In the wake of Spectre’s arrival on the big screen they calculated this figure based on box office sales of £9bn with the remaining £4bn split evenly between DVD sales and merchandising and co-marketing.
Skyfall became the highest grossing Bond flick ever after raking in £750m at the box office, exceeding classics of yesteryear such as Goldfinger and Thunderball which managed to take just £675m when adjusted for inflation – although their profitability was far higher as each film cost just £20 - £30m to produce.
This meant that films produced in the sixties and seventies could count on a 20-fold return on investment – versus a return of just four or five times today, although production costs are largely covered by between £80 and £150m ofproduct and brand tie-ins.
Faculty member of London School of Marketing, Jacques de Cock said: “Any brand linked to Bond is almost guaranteed a return on their investment, 14 brands have already associated themselves with Spectre, four of which – Heineken, Aston Martin, Omega, Tom Ford – also paid for association with Skyfall so must be happy with the return. This proves just how valuable that link with 007 is for these brands.
“For Skyfall, Heineken paid £28 million for product linkage. This is smaller but on the same scale as an Olympic event in terms of its both expense and reach.
“The Bond brand is one of the strongest out there. Could it be destroyed? Only if a high profile Bond bad-mouths it but without doubt the brand is bigger than the actors who play the title role, as its proved time and time again.

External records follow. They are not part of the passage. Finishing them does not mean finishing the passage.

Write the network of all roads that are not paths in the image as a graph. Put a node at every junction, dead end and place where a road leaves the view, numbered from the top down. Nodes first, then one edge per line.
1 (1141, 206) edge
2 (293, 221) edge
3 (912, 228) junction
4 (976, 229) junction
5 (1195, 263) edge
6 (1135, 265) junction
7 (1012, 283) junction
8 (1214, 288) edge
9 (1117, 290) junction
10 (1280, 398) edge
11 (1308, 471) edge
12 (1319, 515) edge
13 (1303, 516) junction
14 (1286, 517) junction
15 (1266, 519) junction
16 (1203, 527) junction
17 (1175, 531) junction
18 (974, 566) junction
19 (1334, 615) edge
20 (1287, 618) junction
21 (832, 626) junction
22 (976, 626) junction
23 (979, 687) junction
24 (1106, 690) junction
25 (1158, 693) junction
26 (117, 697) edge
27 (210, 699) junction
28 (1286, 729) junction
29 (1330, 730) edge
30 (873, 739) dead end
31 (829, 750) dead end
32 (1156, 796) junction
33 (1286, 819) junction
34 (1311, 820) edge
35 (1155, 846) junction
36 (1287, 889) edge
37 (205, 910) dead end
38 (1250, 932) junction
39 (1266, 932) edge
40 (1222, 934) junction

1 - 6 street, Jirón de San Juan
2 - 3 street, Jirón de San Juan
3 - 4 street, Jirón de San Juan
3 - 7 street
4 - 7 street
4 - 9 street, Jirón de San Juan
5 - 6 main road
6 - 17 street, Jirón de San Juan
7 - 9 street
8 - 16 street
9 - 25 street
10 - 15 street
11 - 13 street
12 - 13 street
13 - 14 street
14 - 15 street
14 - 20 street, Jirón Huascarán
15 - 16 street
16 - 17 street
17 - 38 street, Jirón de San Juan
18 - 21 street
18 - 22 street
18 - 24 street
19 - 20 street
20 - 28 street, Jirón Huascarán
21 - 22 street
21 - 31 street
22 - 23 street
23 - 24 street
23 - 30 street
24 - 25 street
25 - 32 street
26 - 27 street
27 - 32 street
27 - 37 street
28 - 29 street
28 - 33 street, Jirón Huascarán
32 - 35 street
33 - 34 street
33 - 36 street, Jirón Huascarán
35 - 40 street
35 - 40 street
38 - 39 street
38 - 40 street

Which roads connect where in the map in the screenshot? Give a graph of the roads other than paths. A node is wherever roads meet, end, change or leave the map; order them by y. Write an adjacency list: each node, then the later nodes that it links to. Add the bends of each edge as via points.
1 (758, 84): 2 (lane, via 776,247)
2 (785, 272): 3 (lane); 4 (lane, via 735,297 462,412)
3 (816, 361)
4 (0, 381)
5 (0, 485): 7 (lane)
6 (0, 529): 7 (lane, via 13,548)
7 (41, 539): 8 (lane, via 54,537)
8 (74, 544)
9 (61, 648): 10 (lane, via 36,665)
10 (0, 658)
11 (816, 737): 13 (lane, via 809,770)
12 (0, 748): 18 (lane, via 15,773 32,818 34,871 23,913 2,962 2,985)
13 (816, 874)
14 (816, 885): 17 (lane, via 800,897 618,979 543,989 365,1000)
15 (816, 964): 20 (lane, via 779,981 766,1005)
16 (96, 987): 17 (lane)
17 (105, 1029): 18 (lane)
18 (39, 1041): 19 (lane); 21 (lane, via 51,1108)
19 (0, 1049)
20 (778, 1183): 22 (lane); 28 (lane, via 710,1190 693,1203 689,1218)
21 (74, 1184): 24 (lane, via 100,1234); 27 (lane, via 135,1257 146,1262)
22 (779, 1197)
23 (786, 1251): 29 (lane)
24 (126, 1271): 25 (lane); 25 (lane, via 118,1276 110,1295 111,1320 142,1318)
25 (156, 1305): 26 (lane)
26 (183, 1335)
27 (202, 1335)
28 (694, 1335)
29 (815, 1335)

“However, the current enthusiasm for Spectre can only enhance the brand and make the marketing partners very happy.”
Daniel Craig has become the highest earning Bond actor picking up a £25m cheque for starring in Spectre but his total income is dwarfed by the first Bond, Sean Connery, who is thought to have made as much as £49m from Diamonds are Forever thanks to revenue and profit share arrangements.